Results and Discussion

The purpose of the current study is two-fold. First, we perform a systematic comparison of common AutoDock Vina,21 NNScore,18,19 and Glide protocols. In this study, a “protocol” refers to the two-step process used to computationally identify potential ligands. First, a compound model must be placed within a model of the binding pocket. Second, the binding affinity of that posed compound must be estimated. These two steps are called docking and scoring, respectively, and are often combined into a single algorithm. Vina and Glide, for example, both dock and score potential ligands; NNScore 1.0 and 2.0 only score (or rescore).
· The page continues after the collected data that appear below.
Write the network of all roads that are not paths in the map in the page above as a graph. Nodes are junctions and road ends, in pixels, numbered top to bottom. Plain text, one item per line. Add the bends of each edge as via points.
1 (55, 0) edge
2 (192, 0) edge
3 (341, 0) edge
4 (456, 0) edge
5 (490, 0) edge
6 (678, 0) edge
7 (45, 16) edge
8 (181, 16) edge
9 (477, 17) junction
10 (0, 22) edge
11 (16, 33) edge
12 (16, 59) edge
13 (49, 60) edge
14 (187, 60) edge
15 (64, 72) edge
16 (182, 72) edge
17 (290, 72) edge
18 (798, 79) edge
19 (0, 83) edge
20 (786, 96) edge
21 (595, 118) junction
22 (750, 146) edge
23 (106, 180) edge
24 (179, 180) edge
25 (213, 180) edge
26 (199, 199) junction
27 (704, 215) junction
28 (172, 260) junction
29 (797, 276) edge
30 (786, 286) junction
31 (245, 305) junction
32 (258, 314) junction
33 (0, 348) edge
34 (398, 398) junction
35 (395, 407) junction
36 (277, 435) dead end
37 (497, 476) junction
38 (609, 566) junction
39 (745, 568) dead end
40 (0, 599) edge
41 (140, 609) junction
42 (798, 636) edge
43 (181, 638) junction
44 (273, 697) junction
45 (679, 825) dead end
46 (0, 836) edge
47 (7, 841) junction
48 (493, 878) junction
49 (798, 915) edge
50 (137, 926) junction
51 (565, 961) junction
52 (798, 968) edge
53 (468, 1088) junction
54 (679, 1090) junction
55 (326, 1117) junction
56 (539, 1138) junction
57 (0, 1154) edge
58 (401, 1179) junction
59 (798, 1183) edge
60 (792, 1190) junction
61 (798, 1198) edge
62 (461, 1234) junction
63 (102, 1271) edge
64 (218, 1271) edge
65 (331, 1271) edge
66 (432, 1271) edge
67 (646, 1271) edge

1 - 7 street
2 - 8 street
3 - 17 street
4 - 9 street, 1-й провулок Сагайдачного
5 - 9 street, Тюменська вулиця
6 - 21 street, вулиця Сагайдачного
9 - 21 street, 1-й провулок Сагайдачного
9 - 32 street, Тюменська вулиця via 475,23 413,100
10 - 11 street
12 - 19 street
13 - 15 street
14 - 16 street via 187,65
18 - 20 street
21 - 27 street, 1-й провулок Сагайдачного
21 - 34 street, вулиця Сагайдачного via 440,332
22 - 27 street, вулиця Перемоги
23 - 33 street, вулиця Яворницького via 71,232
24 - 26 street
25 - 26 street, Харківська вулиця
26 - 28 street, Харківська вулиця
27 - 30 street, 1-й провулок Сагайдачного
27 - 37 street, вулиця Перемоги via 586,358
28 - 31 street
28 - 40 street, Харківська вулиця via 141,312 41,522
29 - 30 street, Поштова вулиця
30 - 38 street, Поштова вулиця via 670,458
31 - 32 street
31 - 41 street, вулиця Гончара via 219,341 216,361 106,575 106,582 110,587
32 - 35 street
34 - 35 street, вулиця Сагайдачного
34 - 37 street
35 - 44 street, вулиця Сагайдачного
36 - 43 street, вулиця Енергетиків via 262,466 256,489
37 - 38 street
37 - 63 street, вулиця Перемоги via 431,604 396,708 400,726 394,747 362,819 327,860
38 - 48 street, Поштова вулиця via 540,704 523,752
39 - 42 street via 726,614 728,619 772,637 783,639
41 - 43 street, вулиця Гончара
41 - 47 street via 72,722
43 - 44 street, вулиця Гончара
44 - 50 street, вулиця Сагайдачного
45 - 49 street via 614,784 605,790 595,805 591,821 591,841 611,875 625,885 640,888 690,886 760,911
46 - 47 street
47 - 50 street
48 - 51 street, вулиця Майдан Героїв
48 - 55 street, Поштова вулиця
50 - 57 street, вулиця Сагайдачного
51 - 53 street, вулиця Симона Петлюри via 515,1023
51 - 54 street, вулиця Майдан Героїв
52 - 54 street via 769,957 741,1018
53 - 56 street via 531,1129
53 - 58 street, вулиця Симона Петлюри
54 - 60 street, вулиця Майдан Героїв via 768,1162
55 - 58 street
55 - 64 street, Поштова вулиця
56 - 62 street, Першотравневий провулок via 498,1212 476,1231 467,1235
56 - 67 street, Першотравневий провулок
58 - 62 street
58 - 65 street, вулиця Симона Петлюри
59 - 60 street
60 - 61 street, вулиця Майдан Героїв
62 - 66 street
We compare two neural-network docking scoring protocols, Vina–NNScore-1.0 and Vina–NNScore-2.0 (henceforth abbreviated Vina-NN1 and Vina-NN2, respectively) and several popular protocols that are based exclusively on either Vina or Glide. We show that while the performance of these docking schemes is highly receptor dependent, the mean screening performances of the Vina-NN1 and Glide protocols are not statistically different.2225

Second, we demonstrate that there are biases in most of the docking protocols studied, as has been demonstrated for other scoring functions.23,2932 Correcting for these biases improves the performance of the Vina-NN1 protocol further.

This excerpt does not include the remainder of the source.